DNS records in Active Directory

In this blog we will talk about DNS records in Active Directory. We will discuss how DNS (Domain Name System) works, we will talk about types of DNS records, how to create DNS records in Active Directory and how to do DNS records lookup.

Watch video

Watch this video on our YouTube channel to learn DNS records in Active Directory and other concepts of DNS (Domain Name System).

What is Domain Name System

If we go by definition, Domain Name System or DNS provides Computer name to IP address mapping name resolution services to the users and computers.

When an Active Directory operation is performed, for example Authentication, Updating or searching a resource, computers use DNS to locate Active Directory Domain Controllers. Even Domain Controllers use DNS to locate other domain controllers within your domain.

DNS (Domain Name System) is a server role that you can install by using Server Manager or using Windows PowerShell commands. If you are installing a new Active Directory forest, DNS is automatically installed in the first domain controller of the forest.

How Domain Name System (DNS) works

Now let’s consider few examples and let’s understand the working of Domain Name System (DNS) in detail.

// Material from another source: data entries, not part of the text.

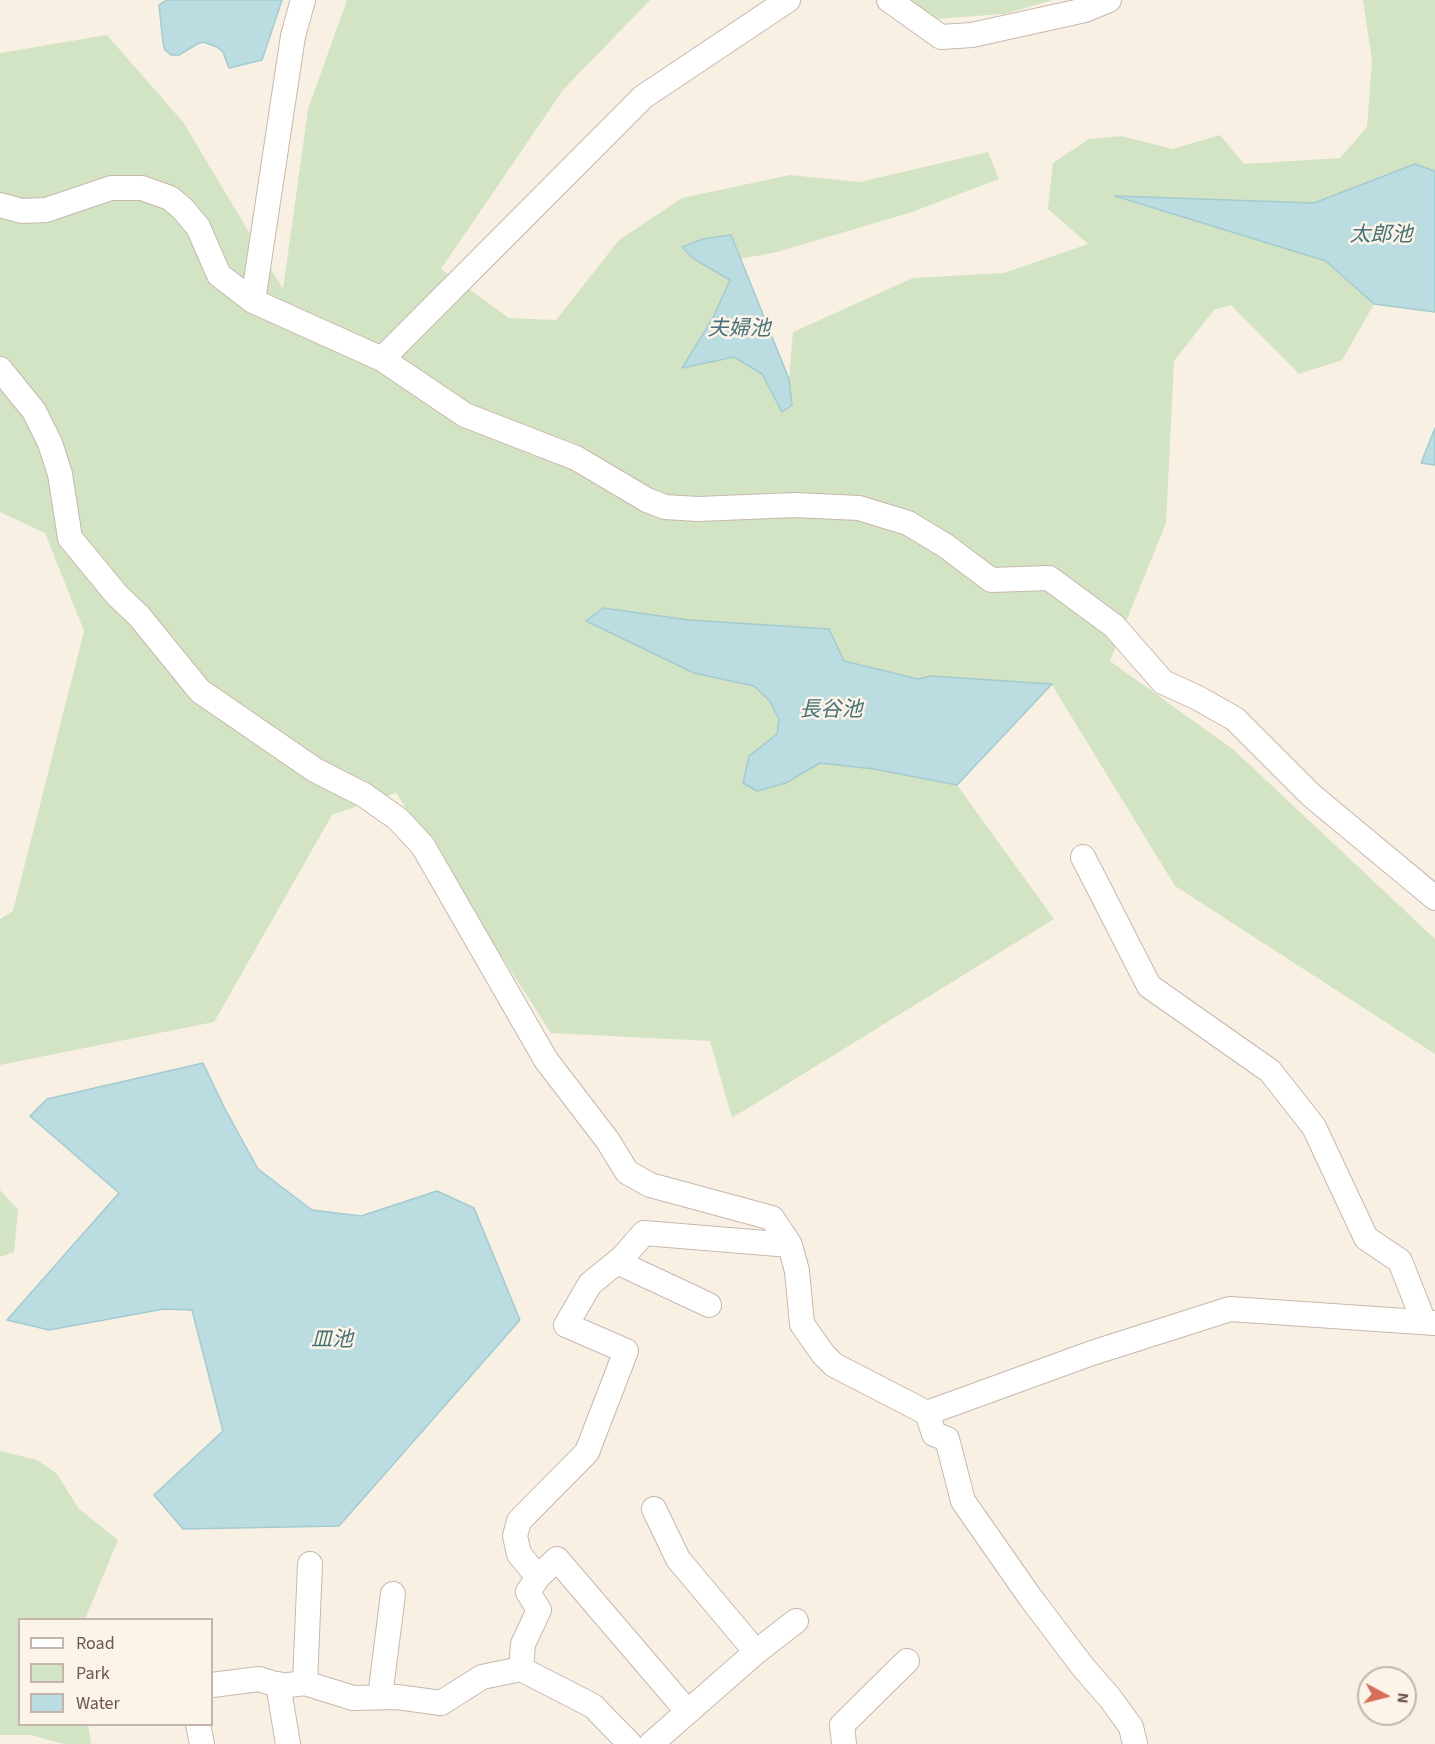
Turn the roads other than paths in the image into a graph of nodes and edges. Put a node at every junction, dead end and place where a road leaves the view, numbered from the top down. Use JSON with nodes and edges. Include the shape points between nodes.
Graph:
{"nodes":[{"id":1,"x":303,"y":0,"type":"edge"},
{"id":2,"x":788,"y":0,"type":"edge"},
{"id":3,"x":889,"y":0,"type":"edge"},
{"id":4,"x":1109,"y":0,"type":"edge"},
{"id":5,"x":0,"y":206,"type":"edge"},
{"id":6,"x":253,"y":301,"type":"junction"},
{"id":7,"x":382,"y":359,"type":"junction"},
{"id":8,"x":0,"y":369,"type":"edge"},
{"id":9,"x":1083,"y":857,"type":"dead end"},
{"id":10,"x":1435,"y":898,"type":"edge"},
{"id":11,"x":790,"y":1245,"type":"junction"},
{"id":12,"x":617,"y":1262,"type":"junction"},
{"id":13,"x":708,"y":1305,"type":"dead end"},
{"id":14,"x":1430,"y":1322,"type":"edge"},
{"id":15,"x":927,"y":1413,"type":"junction"},
{"id":16,"x":654,"y":1509,"type":"dead end"},
{"id":17,"x":310,"y":1564,"type":"dead end"},
{"id":18,"x":538,"y":1577,"type":"junction"},
{"id":19,"x":393,"y":1594,"type":"dead end"},
{"id":20,"x":796,"y":1621,"type":"dead end"},
{"id":21,"x":756,"y":1652,"type":"junction"},
{"id":22,"x":907,"y":1661,"type":"dead end"},
{"id":23,"x":521,"y":1669,"type":"junction"},
{"id":24,"x":278,"y":1683,"type":"junction"},
{"id":25,"x":305,"y":1683,"type":"junction"},
{"id":26,"x":213,"y":1685,"type":"edge"},
{"id":27,"x":380,"y":1697,"type":"junction"},
{"id":28,"x":687,"y":1711,"type":"junction"},
{"id":29,"x":198,"y":1726,"type":"edge"},
{"id":30,"x":202,"y":1744,"type":"edge"},
{"id":31,"x":288,"y":1744,"type":"edge"},
{"id":32,"x":630,"y":1744,"type":"edge"},
{"id":33,"x":651,"y":1744,"type":"edge"},
{"id":34,"x":844,"y":1744,"type":"edge"},
{"id":35,"x":1135,"y":1744,"type":"edge"}],
"edges":[{"from":1,"to":6,"type":"street","via":[[293,36]]},
{"from":2,"to":7,"type":"street","via":[[643,97]]},
{"from":3,"to":4,"type":"street","via":[[941,37],[972,35],[1084,10]]},
{"from":5,"to":6,"type":"street","via":[[22,211],[46,210],[111,188],[142,188],[170,198],[198,227],[219,275]]},
{"from":6,"to":7,"type":"street"},
{"from":7,"to":10,"type":"street","via":[[465,415],[576,458],[665,507],[859,508],[908,523],[991,580],[1049,578],[1114,626],[1163,682],[1235,719],[1311,795]]},
{"from":8,"to":11,"type":"street","via":[[34,411],[50,443],[60,474],[70,538],[200,691],[315,770],[364,795],[399,819],[423,846],[546,1060],[627,1172],[650,1185],[771,1218]]},
{"from":9,"to":14,"type":"street","via":[[1149,986],[1270,1071],[1314,1127],[1366,1238],[1400,1261]]},
{"from":11,"to":12,"type":"street","via":[[644,1233]]},
{"from":11,"to":15,"type":"street","via":[[797,1271],[802,1324],[823,1354],[834,1365]]},
{"from":12,"to":13,"type":"street"},
{"from":12,"to":18,"type":"street","via":[[590,1284],[566,1325],[626,1351],[587,1452],[519,1521],[515,1536],[519,1554]]},
{"from":14,"to":15,"type":"street","via":[[1230,1309],[1092,1353]]},
{"from":15,"to":35,"type":"street","via":[[934,1434],[947,1439],[963,1502],[1030,1597],[1131,1727]]},
{"from":16,"to":21,"type":"street","via":[[678,1559]]},
{"from":17,"to":25,"type":"street"},
{"from":18,"to":23,"type":"street","via":[[528,1592],[539,1610],[523,1644]]},
{"from":18,"to":28,"type":"street","via":[[557,1559]]},
{"from":19,"to":27,"type":"street"},
{"from":20,"to":21,"type":"street"},
{"from":21,"to":28,"type":"street"},
{"from":22,"to":34,"type":"street","via":[[842,1725]]},
{"from":23,"to":27,"type":"street","via":[[482,1677],[441,1702]]},
{"from":23,"to":32,"type":"street","via":[[593,1706]]},
{"from":24,"to":25,"type":"street"},
{"from":24,"to":26,"type":"street","via":[[259,1679]]},
{"from":24,"to":31,"type":"street"},
{"from":25,"to":27,"type":"street","via":[[353,1698]]},
{"from":28,"to":33,"type":"street"},
{"from":29,"to":30,"type":"street"}]}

This image has an empty alt attribute; its file name is how-domain-name-system-works-1024x437.png
  1. When a user logs in from the client machine, the request is sent to the primary DNS server. This request is a service location request. Client asks the DNS server, do you know where I can find the domain controller. In this request, client specifically looks for Kerberos service. Kerberos is an authentication protocol for active directory.
  2. DNS server has Service Location Record or SRV record for all the domain controllers within that domain. DNS finds that record and sends it back to the client. Now client knows the IP address of the domain controller. So client will forward the authentication request directly to the Domain Controller and the authentication process begins.
  3. If this request fails, user will not be able to login. Even you will not be able to join a machine with the domain if DNS server is not available. If you want to find a service within the active directory domain, DNS server should be reachable.
  4. DNS resolution process involves converting a hostname to an IP address. If a user on client machine tries to access a website, for example wwww.google.com. First, Computer will check its local cache. If this client has connected to www.google.com before, then this local cache will contain name to IP resolution address.
  5. If this address doesn’t exit in local cache, the client will check the local host file. This host file exists on every machine and it can be accessed from C:/Windows/System32/Drivers/etc/hosts. The host file is a static version of DNS. When DNS was not introduced, administrators used to add static entries within host file. But this is not feasible to add static entries in host file when you have thousands of machines in your organization. So the host file has name to IP address typed in that file. If the entry is not in local cache and host file, client will not be able to resolve this name. Then client will do a recursive query to local DNS Server. Recursive query means, the client will ask DNS server to resolve the name on its behalf, by any means necessary. Even if you have to contact other DNS servers to resolve this name, please do. I just need to resolve this name. This is recursive query.
  6. DNS server will first identify that the name client is trying to access, is a local name or its a remote name. If client is trying to access a file server or a local application, in that case DNS server will already have records for these names. But if client is trying to access a remote application or an external website, DNS server will not have the records for that application.
  7. Then DNS server will check its own local cache. If this DNS server had resolved this name before, it will have an entry for that request saved within the cache. Let’s say earlier a different user tried to access google.com website. So this DNS server will have that record saved in its cache. So in that case, DNS will send the resolution back to the client. If DNS server does not has anything in its cache for this request, then DNS server will send Iterative query to the Root NameServer of the internet. Iterative query is a type of DNS query in which a name server contacts a second name server to perform a Name-to-IP lookup.
  8. Root Server holds all the domain suffixes. For example, .com .in .org. or .net. Root server doesn’t hold the domain names. So it will redirect DNS server to Top Level Domain server that holds all the domain names. Then DNS server will query the Top Level Domain Server. Top Level Domain Server will have A record for the domain and it will have the IP address of the domain that DNS server is looking for.
  9. Then response will be sent to the DNS server with the IP address of the website. Local DNS will save this record in its local cache for future reference, and will send this response to the client with the IP address of the website that user is trying to access.

DNS records lookup

Let’s ping www.google.com. Open command prompt and type ping www.google.com

ping google

Now a name resolution process will be performed on www.google.com. Before we access this website, this website name has to be resolved to an IP address. In the above image you can see this website name is resolved to an IP address. So that means this resolution process is passed and we can access www.google.com website.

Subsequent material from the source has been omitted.